■ RECORDS FOR THIS TASK:
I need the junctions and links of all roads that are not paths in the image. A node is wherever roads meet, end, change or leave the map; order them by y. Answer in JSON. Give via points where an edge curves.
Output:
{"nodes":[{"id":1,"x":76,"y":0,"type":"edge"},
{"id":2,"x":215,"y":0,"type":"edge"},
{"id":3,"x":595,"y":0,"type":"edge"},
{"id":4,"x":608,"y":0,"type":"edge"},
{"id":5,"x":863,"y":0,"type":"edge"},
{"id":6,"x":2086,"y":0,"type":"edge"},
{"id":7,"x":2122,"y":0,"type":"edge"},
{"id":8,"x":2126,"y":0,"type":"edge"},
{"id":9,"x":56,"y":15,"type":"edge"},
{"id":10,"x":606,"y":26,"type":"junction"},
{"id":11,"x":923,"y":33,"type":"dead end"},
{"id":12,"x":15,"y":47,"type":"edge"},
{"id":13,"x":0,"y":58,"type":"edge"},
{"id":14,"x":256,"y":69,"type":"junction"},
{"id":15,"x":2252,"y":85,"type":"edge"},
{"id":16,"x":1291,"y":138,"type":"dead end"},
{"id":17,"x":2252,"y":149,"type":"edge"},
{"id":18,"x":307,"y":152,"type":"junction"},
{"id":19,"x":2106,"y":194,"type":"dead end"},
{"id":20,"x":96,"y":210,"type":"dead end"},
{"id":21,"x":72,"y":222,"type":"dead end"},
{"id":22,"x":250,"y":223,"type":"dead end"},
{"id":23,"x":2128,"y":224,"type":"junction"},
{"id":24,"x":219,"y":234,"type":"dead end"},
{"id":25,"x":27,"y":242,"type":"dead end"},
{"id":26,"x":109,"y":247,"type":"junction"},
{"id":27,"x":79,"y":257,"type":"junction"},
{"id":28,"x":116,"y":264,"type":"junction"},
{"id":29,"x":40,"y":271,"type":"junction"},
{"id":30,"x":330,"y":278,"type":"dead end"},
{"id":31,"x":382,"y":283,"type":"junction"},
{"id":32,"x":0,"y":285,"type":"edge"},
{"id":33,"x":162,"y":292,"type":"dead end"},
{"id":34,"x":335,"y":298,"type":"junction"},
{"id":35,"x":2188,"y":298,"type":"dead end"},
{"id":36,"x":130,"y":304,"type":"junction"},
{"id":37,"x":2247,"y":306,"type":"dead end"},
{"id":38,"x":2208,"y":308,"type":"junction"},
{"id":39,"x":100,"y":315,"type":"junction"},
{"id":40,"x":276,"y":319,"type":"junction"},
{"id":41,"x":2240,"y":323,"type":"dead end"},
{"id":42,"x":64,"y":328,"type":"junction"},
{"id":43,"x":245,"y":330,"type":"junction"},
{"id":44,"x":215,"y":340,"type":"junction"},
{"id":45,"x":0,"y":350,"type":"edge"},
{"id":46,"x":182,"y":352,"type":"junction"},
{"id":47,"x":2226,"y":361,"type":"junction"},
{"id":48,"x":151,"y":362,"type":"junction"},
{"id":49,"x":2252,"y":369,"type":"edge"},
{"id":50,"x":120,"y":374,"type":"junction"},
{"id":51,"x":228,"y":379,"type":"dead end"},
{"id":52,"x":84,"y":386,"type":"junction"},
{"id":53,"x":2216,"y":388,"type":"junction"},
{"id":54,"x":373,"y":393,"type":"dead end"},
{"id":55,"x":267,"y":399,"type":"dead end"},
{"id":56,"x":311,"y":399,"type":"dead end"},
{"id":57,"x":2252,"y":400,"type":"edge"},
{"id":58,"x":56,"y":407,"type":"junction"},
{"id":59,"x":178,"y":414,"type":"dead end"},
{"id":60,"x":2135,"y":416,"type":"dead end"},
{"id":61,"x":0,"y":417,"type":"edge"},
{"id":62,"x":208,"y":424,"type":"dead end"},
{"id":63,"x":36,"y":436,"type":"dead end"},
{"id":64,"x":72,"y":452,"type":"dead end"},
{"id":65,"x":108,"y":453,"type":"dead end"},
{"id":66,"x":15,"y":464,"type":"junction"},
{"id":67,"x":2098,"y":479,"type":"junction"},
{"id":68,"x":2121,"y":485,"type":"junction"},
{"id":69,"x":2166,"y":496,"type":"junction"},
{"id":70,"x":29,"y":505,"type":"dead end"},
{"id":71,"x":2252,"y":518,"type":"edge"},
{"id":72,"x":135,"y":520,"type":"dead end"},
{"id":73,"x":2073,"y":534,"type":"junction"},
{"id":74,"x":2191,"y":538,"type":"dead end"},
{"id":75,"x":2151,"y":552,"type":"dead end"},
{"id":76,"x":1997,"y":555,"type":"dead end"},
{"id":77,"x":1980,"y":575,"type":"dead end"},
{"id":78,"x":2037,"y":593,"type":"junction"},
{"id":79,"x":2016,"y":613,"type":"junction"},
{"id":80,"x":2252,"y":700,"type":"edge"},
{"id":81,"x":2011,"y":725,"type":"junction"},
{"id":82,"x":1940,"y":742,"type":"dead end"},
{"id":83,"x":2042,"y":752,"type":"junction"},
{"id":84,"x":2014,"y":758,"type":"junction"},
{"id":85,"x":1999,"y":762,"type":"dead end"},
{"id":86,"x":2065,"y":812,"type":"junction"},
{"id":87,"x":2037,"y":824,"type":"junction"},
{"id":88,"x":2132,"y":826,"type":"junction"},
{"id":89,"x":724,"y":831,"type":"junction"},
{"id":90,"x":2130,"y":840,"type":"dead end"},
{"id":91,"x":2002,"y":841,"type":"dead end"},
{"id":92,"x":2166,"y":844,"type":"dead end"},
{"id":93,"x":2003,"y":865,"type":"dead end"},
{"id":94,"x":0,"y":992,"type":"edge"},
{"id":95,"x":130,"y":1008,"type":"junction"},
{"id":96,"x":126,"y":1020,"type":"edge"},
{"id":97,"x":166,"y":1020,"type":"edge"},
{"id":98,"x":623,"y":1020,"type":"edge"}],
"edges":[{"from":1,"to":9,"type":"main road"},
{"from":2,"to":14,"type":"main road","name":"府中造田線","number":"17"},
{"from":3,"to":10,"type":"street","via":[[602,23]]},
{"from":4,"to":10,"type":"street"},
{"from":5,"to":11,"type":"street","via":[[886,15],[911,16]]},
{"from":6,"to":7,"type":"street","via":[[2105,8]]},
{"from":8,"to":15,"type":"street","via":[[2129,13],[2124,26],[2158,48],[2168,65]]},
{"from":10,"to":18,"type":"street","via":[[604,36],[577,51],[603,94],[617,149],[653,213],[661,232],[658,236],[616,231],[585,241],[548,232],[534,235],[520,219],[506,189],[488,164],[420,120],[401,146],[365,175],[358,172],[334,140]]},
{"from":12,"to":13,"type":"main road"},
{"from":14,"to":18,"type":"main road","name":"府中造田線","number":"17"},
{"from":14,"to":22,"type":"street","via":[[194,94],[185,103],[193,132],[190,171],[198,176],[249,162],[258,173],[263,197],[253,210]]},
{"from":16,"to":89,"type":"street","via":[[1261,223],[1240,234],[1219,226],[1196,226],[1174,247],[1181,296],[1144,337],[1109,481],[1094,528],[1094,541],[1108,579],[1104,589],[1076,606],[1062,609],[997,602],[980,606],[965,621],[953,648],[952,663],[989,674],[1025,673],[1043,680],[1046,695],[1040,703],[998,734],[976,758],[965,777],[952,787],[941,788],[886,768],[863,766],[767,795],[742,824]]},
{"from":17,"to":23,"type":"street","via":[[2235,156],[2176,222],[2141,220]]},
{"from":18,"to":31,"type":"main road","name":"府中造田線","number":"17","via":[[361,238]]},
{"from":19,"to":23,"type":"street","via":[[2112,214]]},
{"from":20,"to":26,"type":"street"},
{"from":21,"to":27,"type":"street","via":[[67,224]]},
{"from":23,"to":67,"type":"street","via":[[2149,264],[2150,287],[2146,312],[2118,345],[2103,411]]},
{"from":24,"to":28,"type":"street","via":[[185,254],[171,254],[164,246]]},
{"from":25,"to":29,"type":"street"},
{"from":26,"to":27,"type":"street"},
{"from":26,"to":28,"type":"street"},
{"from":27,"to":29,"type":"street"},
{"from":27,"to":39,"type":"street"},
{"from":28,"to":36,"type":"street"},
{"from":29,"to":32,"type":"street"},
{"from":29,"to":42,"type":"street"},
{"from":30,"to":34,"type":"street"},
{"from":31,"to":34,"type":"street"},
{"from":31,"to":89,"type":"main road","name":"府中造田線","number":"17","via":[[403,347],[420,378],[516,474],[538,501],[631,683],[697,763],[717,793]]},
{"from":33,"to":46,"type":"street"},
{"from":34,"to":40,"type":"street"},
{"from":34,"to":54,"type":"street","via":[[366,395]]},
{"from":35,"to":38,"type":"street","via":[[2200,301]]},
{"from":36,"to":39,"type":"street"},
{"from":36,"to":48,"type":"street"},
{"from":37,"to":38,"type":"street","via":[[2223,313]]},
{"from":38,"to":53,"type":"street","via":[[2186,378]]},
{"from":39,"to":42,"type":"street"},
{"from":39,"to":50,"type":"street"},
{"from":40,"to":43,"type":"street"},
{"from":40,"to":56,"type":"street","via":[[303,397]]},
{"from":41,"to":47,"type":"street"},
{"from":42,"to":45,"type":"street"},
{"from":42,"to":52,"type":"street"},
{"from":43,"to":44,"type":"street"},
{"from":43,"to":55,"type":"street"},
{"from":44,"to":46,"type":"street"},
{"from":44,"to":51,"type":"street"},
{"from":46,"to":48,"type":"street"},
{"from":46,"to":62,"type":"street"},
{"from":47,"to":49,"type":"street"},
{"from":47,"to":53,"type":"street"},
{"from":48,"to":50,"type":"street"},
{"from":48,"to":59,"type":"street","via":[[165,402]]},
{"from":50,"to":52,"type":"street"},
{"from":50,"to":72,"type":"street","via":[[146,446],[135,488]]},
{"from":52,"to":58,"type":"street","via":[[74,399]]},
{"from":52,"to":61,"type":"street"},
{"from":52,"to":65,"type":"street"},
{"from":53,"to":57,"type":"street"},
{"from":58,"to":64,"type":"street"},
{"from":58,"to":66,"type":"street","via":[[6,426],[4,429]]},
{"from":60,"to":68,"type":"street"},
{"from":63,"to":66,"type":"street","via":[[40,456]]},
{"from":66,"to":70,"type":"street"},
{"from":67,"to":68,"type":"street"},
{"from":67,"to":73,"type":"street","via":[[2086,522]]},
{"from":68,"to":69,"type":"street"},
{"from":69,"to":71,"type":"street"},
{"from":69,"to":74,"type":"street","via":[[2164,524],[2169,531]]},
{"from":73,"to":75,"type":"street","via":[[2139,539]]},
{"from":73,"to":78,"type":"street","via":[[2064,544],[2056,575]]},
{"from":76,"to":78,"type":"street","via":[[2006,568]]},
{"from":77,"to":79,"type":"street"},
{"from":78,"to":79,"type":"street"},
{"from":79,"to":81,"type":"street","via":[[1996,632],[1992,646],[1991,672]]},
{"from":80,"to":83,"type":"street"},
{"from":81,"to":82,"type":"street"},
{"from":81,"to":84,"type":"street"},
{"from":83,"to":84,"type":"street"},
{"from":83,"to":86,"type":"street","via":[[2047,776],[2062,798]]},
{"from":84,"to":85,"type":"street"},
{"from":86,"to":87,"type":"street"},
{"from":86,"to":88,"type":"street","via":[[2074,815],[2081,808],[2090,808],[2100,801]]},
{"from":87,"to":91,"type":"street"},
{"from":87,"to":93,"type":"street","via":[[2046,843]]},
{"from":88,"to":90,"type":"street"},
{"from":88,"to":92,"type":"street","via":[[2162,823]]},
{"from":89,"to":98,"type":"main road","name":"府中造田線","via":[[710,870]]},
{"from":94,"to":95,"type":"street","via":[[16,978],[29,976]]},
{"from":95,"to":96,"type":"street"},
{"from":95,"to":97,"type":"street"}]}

■ WHAT IS EXPECTED:
Each line holding "main" should be copied from the material above.

■ RESPONSE AREA:
"edges":[{"from":1,"to":9,"type":"main road"},
{"from":2,"to":14,"type":"main road","name":"府中造田線","number":"17"},
{"from":12,"to":13,"type":"main road"},
{"from":14,"to":18,"type":"main road","name":"府中造田線","number":"17"},
{"from":18,"to":31,"type":"main road","name":"府中造田線","number":"17","via":[[361,238]]},
{"from":31,"to":89,"type":"main road","name":"府中造田線","number":"17","via":[[403,347],[420,378],[516,474],[538,501],[631,683],[697,763],[717,793]]},
{"from":89,"to":98,"type":"main road","name":"府中造田線","via":[[710,870]]},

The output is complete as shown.